> _Exercise aim_:
Your task is to give the data again, exactly, with every line intact.

> _Materials provided_:
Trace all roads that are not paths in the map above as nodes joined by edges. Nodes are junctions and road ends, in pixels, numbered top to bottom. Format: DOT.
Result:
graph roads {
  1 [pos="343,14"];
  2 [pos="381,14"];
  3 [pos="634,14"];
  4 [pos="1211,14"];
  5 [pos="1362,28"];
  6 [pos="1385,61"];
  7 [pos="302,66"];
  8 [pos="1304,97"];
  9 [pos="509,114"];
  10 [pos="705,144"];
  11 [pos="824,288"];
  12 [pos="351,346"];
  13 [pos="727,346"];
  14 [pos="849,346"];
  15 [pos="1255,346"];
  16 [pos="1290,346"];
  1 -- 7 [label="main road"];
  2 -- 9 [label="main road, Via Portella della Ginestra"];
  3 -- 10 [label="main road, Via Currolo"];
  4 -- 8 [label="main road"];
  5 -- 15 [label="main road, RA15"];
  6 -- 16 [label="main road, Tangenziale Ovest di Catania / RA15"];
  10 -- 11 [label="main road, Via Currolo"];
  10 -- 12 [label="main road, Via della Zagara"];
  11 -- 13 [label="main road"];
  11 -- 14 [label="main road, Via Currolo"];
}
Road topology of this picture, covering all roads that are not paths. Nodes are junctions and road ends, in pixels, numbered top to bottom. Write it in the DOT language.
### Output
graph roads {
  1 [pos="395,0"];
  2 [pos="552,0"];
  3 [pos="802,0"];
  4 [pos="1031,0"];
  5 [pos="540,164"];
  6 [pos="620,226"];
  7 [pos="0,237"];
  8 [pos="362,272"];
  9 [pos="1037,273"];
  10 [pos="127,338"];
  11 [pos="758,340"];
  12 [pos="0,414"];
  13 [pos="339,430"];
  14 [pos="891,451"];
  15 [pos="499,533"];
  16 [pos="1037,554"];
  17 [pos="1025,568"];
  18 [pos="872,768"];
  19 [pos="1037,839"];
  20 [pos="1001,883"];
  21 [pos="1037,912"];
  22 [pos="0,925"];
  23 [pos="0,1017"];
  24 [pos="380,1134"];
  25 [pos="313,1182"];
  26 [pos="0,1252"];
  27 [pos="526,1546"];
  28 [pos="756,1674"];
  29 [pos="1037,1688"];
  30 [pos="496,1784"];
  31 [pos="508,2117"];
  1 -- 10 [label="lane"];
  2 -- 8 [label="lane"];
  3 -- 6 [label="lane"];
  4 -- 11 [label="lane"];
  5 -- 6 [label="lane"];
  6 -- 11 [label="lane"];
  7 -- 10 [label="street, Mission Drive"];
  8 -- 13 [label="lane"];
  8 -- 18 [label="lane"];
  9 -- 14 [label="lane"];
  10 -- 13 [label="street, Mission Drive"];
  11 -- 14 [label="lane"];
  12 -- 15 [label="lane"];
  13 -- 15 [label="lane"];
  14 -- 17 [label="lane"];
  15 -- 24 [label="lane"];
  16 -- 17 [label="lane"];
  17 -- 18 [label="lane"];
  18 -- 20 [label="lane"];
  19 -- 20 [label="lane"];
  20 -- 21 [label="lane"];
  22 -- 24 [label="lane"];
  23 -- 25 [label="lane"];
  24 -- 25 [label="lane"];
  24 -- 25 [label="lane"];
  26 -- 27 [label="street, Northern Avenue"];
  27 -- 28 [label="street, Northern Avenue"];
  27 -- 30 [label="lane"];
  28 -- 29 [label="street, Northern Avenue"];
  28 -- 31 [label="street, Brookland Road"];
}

> _Answer_:
Trace all roads that are not paths in the map above as nodes joined by edges. Nodes are junctions and road ends, in pixels, numbered top to bottom. Format: DOT.
Result:
graph roads {
  1 [pos="343,14"];
  2 [pos="381,14"];
  3 [pos="634,14"];
  4 [pos="1211,14"];
  5 [pos="1362,28"];
  6 [pos="1385,61"];
  7 [pos="302,66"];
  8 [pos="1304,97"];
  9 [pos="509,114"];
  10 [pos="705,144"];
  11 [pos="824,288"];
  12 [pos="351,346"];
  13 [pos="727,346"];
  14 [pos="849,346"];
  15 [pos="1255,346"];
  16 [pos="1290,346"];
  1 -- 7 [label="main road"];
  2 -- 9 [label="main road, Via Portella della Ginestra"];
  3 -- 10 [label="main road, Via Currolo"];
  4 -- 8 [label="main road"];
  5 -- 15 [label="main road, RA15"];
  6 -- 16 [label="main road, Tangenziale Ovest di Catania / RA15"];
  10 -- 11 [label="main road, Via Currolo"];
  10 -- 12 [label="main road, Via della Zagara"];
  11 -- 13 [label="main road"];
  11 -- 14 [label="main road, Via Currolo"];
}
Road topology of this picture, covering all roads that are not paths. Nodes are junctions and road ends, in pixels, numbered top to bottom. Write it in the DOT language.
### Output
graph roads {
  1 [pos="395,0"];
  2 [pos="552,0"];
  3 [pos="802,0"];
  4 [pos="1031,0"];
  5 [pos="540,164"];
  6 [pos="620,226"];
  7 [pos="0,237"];
  8 [pos="362,272"];
  9 [pos="1037,273"];
  10 [pos="127,338"];
  11 [pos="758,340"];
  12 [pos="0,414"];
  13 [pos="339,430"];
  14 [pos="891,451"];
  15 [pos="499,533"];
  16 [pos="1037,554"];
  17 [pos="1025,568"];
  18 [pos="872,768"];
  19 [pos="1037,839"];
  20 [pos="1001,883"];
  21 [pos="1037,912"];
  22 [pos="0,925"];
  23 [pos="0,1017"];
  24 [pos="380,1134"];
  25 [pos="313,1182"];
  26 [pos="0,1252"];
  27 [pos="526,1546"];
  28 [pos="756,1674"];
  29 [pos="1037,1688"];
  30 [pos="496,1784"];
  31 [pos="508,2117"];
  1 -- 10 [label="lane"];
  2 -- 8 [label="lane"];
  3 -- 6 [label="lane"];
  4 -- 11 [label="lane"];
  5 -- 6 [label="lane"];
  6 -- 11 [label="lane"];
  7 -- 10 [label="street, Mission Drive"];
  8 -- 13 [label="lane"];
  8 -- 18 [label="lane"];
  9 -- 14 [label="lane"];
  10 -- 13 [label="street, Mission Drive"];
  11 -- 14 [label="lane"];
  12 -- 15 [label="lane"];
  13 -- 15 [label="lane"];
  14 -- 17 [label="lane"];
  15 -- 24 [label="lane"];
  16 -- 17 [label="lane"];
  17 -- 18 [label="lane"];
  18 -- 20 [label="lane"];
  19 -- 20 [label="lane"];
  20 -- 21 [label="lane"];
  22 -- 24 [label="lane"];
  23 -- 25 [label="lane"];
  24 -- 25 [label="lane"];
  24 -- 25 [label="lane"];
  26 -- 27 [label="street, Northern Avenue"];
  27 -- 28 [label="street, Northern Avenue"];
  27 -- 30 [label="lane"];
  28 -- 29 [label="street, Northern Avenue"];
  28 -- 31 [label="street, Brookland Road"];
}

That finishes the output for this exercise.